The Tidyverse: the best* -verse for data scientist

Reading Time: 4 minutes

There are a couple popular universes out there like the MCU and its multiverse, and Zuckerberg’s Metaverse. My personal favourite however is actually a universe of R packages.

This post is by no means a tutorial for the tidyverse. Nor is it an introduction to these packages or style of coding using R. Instead, this is just a compilation of my favourite features of the packages that will hopefully convince you of its power and convert you to the tidy side.

What is in the tidyverse?
Tibbles!
Pipes & Purrr
A few (more) of my favourite things

1. What is in the tidyverse?

The tidyverse is a collection of R packages designed by Hadley Wickham for data science. It includes packages useful for loading, wrangling, modelling and visualising data, and a couple that make programming in R so much better. When you install and load the tidyverse, the following core packages will be loaded:

install.packages("tidyverse")
library(tidyverse)

readr – to import tabular data
tibble – the better* dataframe
dplyr – for data manipulation
tidyr – to make data tidy
ggplot2 – for data visualisation
purrr – for functional programming
stringr – for string manipulation
forcats – for factors

There are also a couple other packages that are also installed for working with specific types of vectors, importing other data types and for modelling.

2. Tibbles!

I must start this section by addressing the * I’ve included so far. The tidyverse developers themselves describe it as an opinionated collection of R packages on the website. So when I say that tibbles are better than data frames, that’s just my opinion as someone who has drunk the Kool-Aid and loves it.

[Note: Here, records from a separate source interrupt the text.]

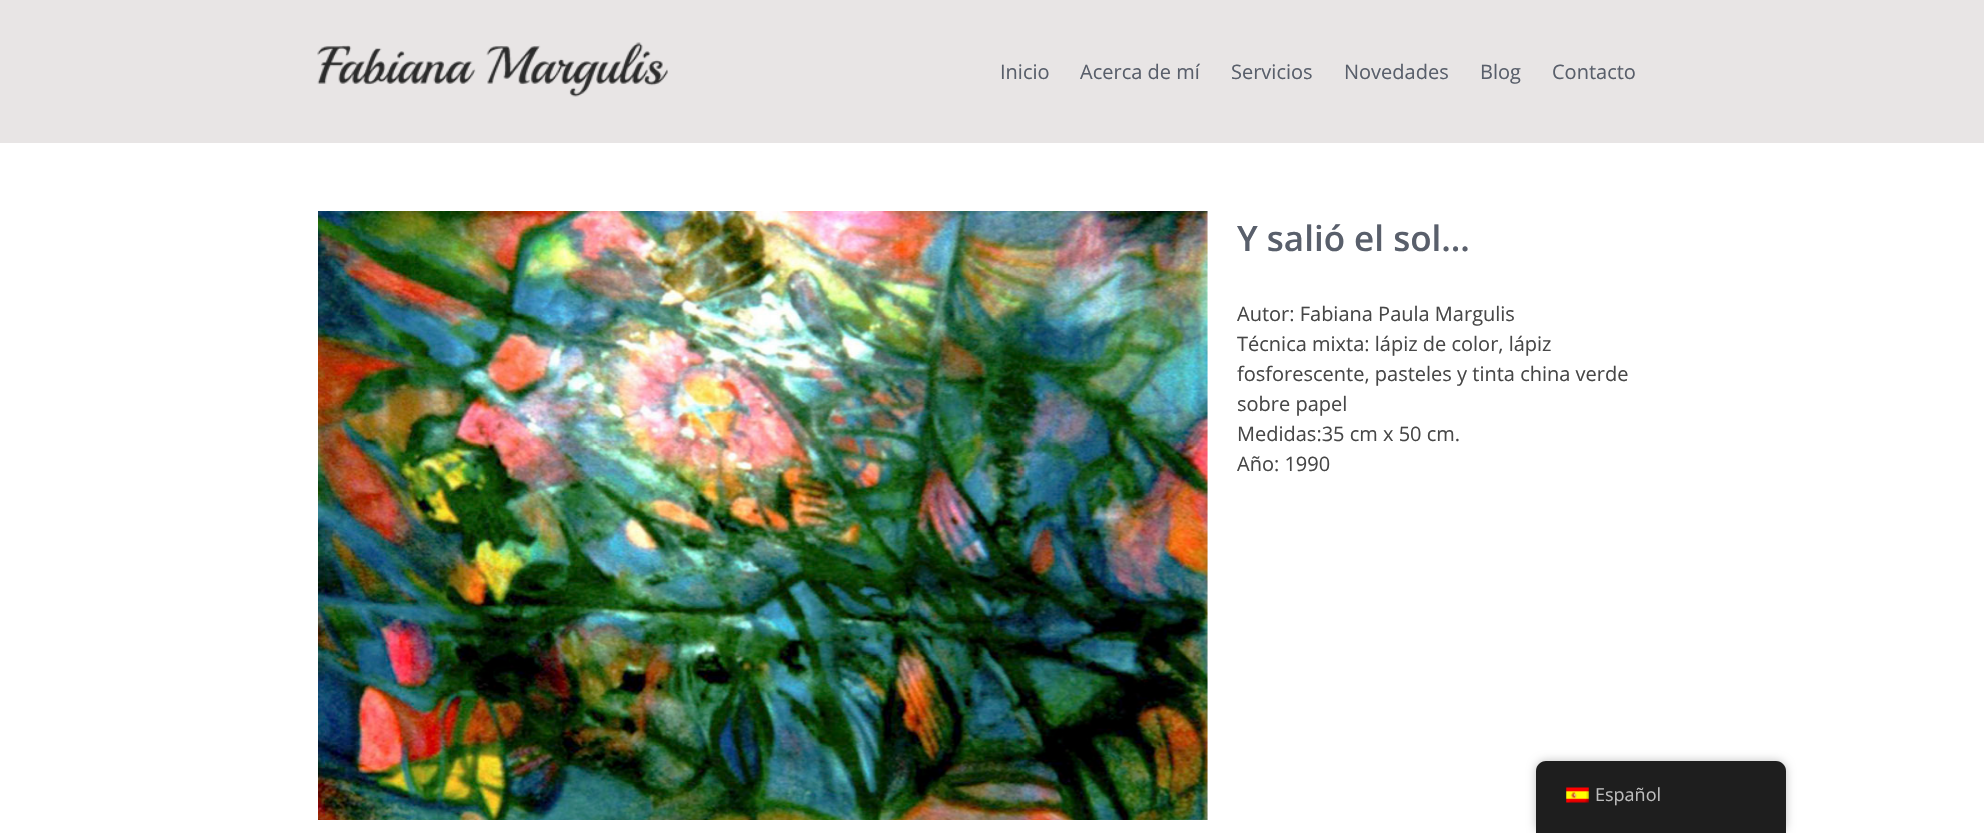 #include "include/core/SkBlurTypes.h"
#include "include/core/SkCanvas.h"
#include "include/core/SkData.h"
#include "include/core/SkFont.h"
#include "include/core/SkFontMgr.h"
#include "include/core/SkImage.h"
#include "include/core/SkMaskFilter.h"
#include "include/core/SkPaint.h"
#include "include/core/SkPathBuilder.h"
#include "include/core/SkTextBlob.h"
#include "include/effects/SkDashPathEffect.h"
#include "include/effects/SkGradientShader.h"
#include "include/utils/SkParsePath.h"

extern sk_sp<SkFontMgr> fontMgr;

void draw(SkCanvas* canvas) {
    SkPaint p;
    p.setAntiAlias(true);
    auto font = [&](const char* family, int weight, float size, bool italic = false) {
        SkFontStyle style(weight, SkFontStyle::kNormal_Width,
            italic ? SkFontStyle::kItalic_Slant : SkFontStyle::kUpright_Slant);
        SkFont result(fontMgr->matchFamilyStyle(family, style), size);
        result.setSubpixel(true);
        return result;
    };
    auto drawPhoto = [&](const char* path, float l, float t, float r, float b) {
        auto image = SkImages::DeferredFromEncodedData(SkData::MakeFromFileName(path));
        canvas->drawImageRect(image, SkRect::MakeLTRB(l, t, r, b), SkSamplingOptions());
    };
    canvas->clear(0xFFFFFFFF);
    p.setColor(0xFFE8E5E5);
    canvas->drawRect(SkRect::MakeLTRB(0, 0, 1984, 143), p);
    drawPhoto("media/1.png", 317, 42, 668, 97);
    auto font1 = font("Open Sans", 400, 20);
    p.setColor(0xFF595F6B);
    {
        const struct { const char* s; float x, y; } items[] = {
            {"Inicio", 1000, 79},
            {"Acerca de mí", 1080, 79},
            {"Servicios", 1231, 79},
            {"Novedades", 1344, 79},
            {"Blog", 1480, 79},
            {"Contacto", 1552, 79},
        };
        for (auto [s, x, y] : items) {
            canvas->drawString(s, x, y, font1, p);
        }
    }
    drawPhoto("media/2.png", 318, 211, 1208, 820);
    auto font2 = font("Open Sans", 600, 35);
    canvas->drawString("Y salió el sol…", 1237, 251, font2, p);
    p.setColor(0xFF474747);
    {
        const struct { const char* s; float x, y; } items[] = {
            {"Autor: Fabiana Paula Margulis", 1237, 321},
            {"Técnica mixta: lápiz de color, lápiz", 1237, 351},
            {"fosforescente, pasteles y tinta china verde", 1237, 381},
            {"sobre papel", 1237, 411},
            {"Medidas:35 cm x 50 cm.", 1237, 441},
            {"Año: 1990", 1237, 471},
        };
        for (auto [s, x, y] : items) {
            canvas->drawString(s, x, y, font1, p);
        }
    }
    p.setColor(0x40000000);
    p.setMaskFilter(SkMaskFilter::MakeBlur(kNormal_SkBlurStyle, 5));
    canvas->drawRoundRect(SkRect::MakeLTRB(1536, 761, 1786, 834), 10, 10, p);
    p.setMaskFilter(nullptr);
    p.setColor(0xFF1E1E1E);
    canvas->drawPath(SkPathBuilder().moveTo(1546, 761).lineTo(1776, 761).cubicTo(1781.5f, 761, 1786, 765.5f, 1786, 771).lineTo(1786, 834).lineTo(1536, 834).lineTo(1536, 771).cubicTo(1536, 765.5f, 1540.5f, 761, 1546, 761).close().detach(), p);
    drawPhoto("media/3.png", 1566, 787, 1589, 803);
    auto font3 = font("Open Sans", 400, 18);
    p.setColor(0xFFBDBDBD);
    canvas->drawString("Español", 1595, 801, font3, p);
} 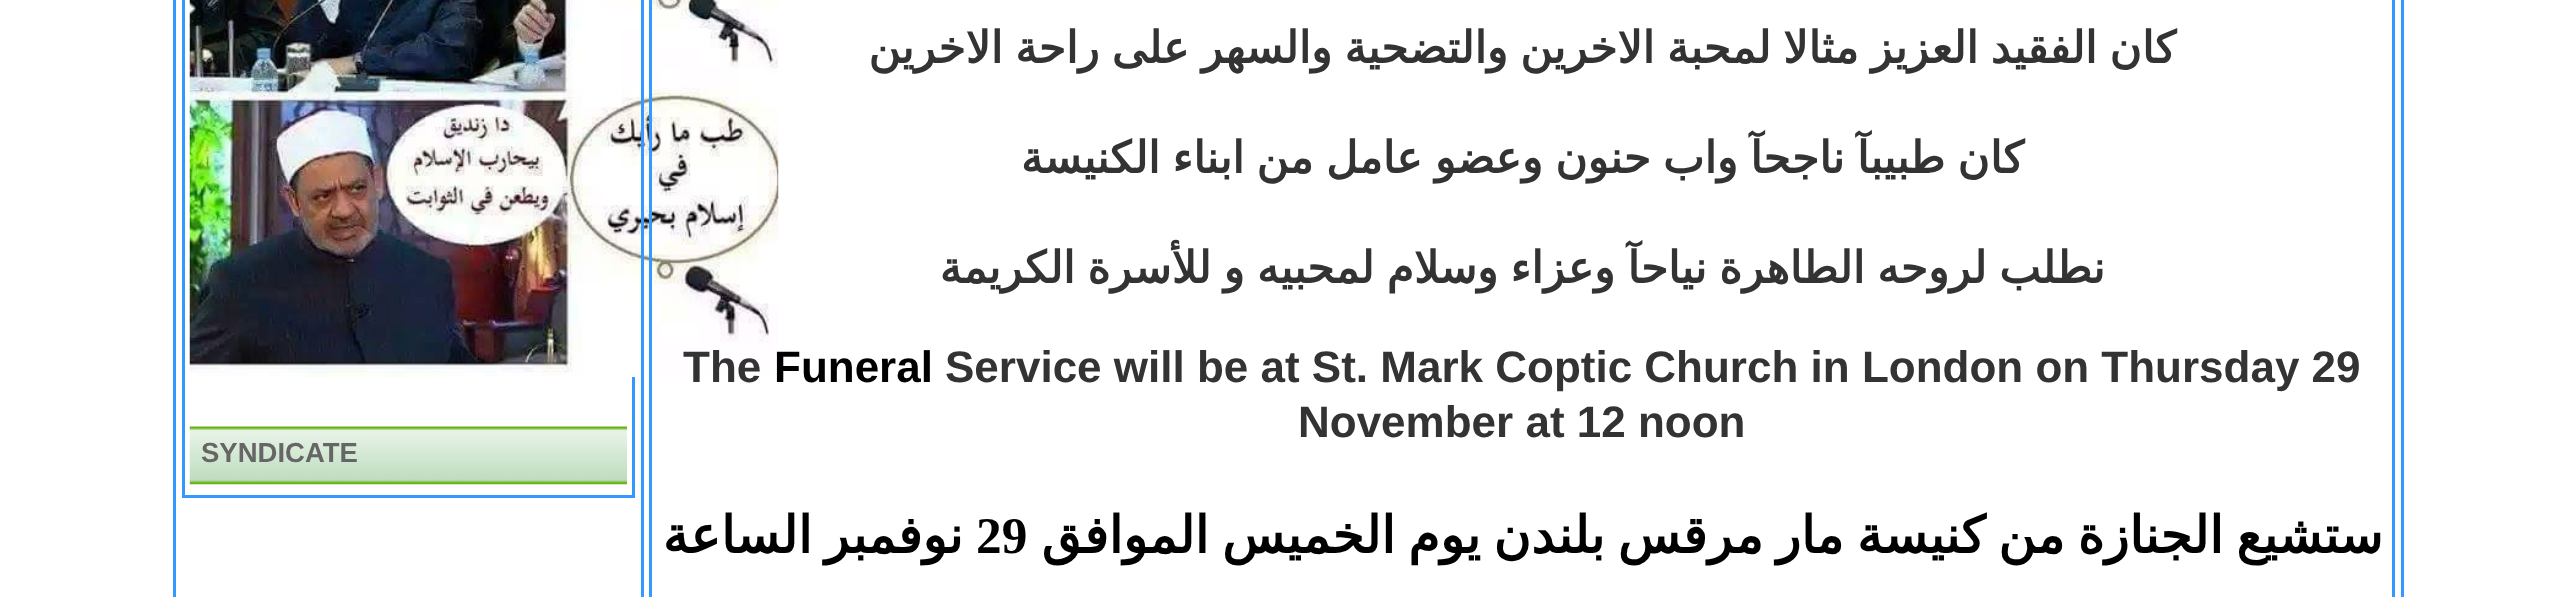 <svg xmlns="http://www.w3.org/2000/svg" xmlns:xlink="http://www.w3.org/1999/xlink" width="2566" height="597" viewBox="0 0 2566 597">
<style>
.cls-1{font:bold 44px DejaVu Sans;direction:rtl;fill:#333333}
.cls-2{font:bold 44px Liberation Sans;fill:#333333}
.cls-3{font:bold 44px Liberation Sans;fill:#000000}
.cls-4{font:bold 51.3px DejaVu Sans;direction:rtl;fill:#000000}
.cls-5{font:bold 51.3px Liberation Serif;fill:#000000}
.cls-6{font:bold 27.5px Liberation Sans;fill:#666666}
</style>
<rect width="100%" height="100%" fill="#ffffff"/>
<rect fill="none" stroke="#3399ff" stroke-width="3" x="174.5" y="-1.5" width="2219" height="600"/>
<rect fill="none" stroke="#3399ff" stroke-width="3" x="183.5" y="-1.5" width="450" height="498"/>
<image xlink:href="image0.png" x="189" y="0" width="590" height="377"/>
<rect fill="none" stroke="#3399ff" stroke-width="3" x="642.5" y="-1.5" width="1760" height="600"/>
<rect fill="none" stroke="#3399ff" stroke-width="3" x="650.5" y="-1.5" width="1743" height="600"/>
<image xlink:href="image1.png" x="189" y="426" width="438" height="59"/>
<text class="cls-1" x="2176" y="63" word-spacing="-1.75">كان الفقيد العزيز مثالا لمحبة الاخرين والتضحية والسهر على راحة الاخرين</text>
<text class="cls-1" x="2024" y="173" word-spacing="-1.75">كان طبيبآ ناجحآ واب حنون وعضو عامل من ابناء الكنيسة</text>
<text class="cls-1" x="2105" y="283" word-spacing="-1.75">نطلب لروحه الطاهرة نياحآ وعزاء وسلام لمحبيه و للأسرة الكريمة</text>
<text class="cls-2" x="945" y="382">Service will be at St. Mark Coptic Church in London on Thursday 29</text>
<text class="cls-3" x="774" y="382">Funeral</text>
<text class="cls-2" x="683" y="382">The</text>
<text class="cls-2" x="1298" y="437">November at 12 noon</text>
<text class="cls-4" x="2383" y="553" word-spacing="-3.5">ستشيع الجنازة من كنيسة مار مرقس بلندن يوم الخميس الموافق</text>
<text class="cls-5" x="976" y="553">29</text>
<text class="cls-4" x="963" y="553">نوفمبر</text>
<text class="cls-4" x="812" y="553">الساعة</text>
<text class="cls-6" x="201" y="462">SYNDICATE</text>
</svg>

If you’ve ever used the data.frame or data.table, unless you’ve completely mastered using them, you may agree with me that it can be a bit confusing remembering how many commas are needed, whether to use square brackets or parentheses, if something is being done in place or if you need to make a copy. A tibble is “a modern reimagining of the data.frame”. The developers put it nicely when they said that tibbles are lazy and surly data.frames: they do less and complain more.

3. Pipes & Purrr

When you’re trying to manipulate data, or doing analysis that isn’t super simple, it’s very likely that you’ll end up with nested functions. Here’s a simple example: you want to create a table of random numbers using different distributions and then add a column for a new distribution.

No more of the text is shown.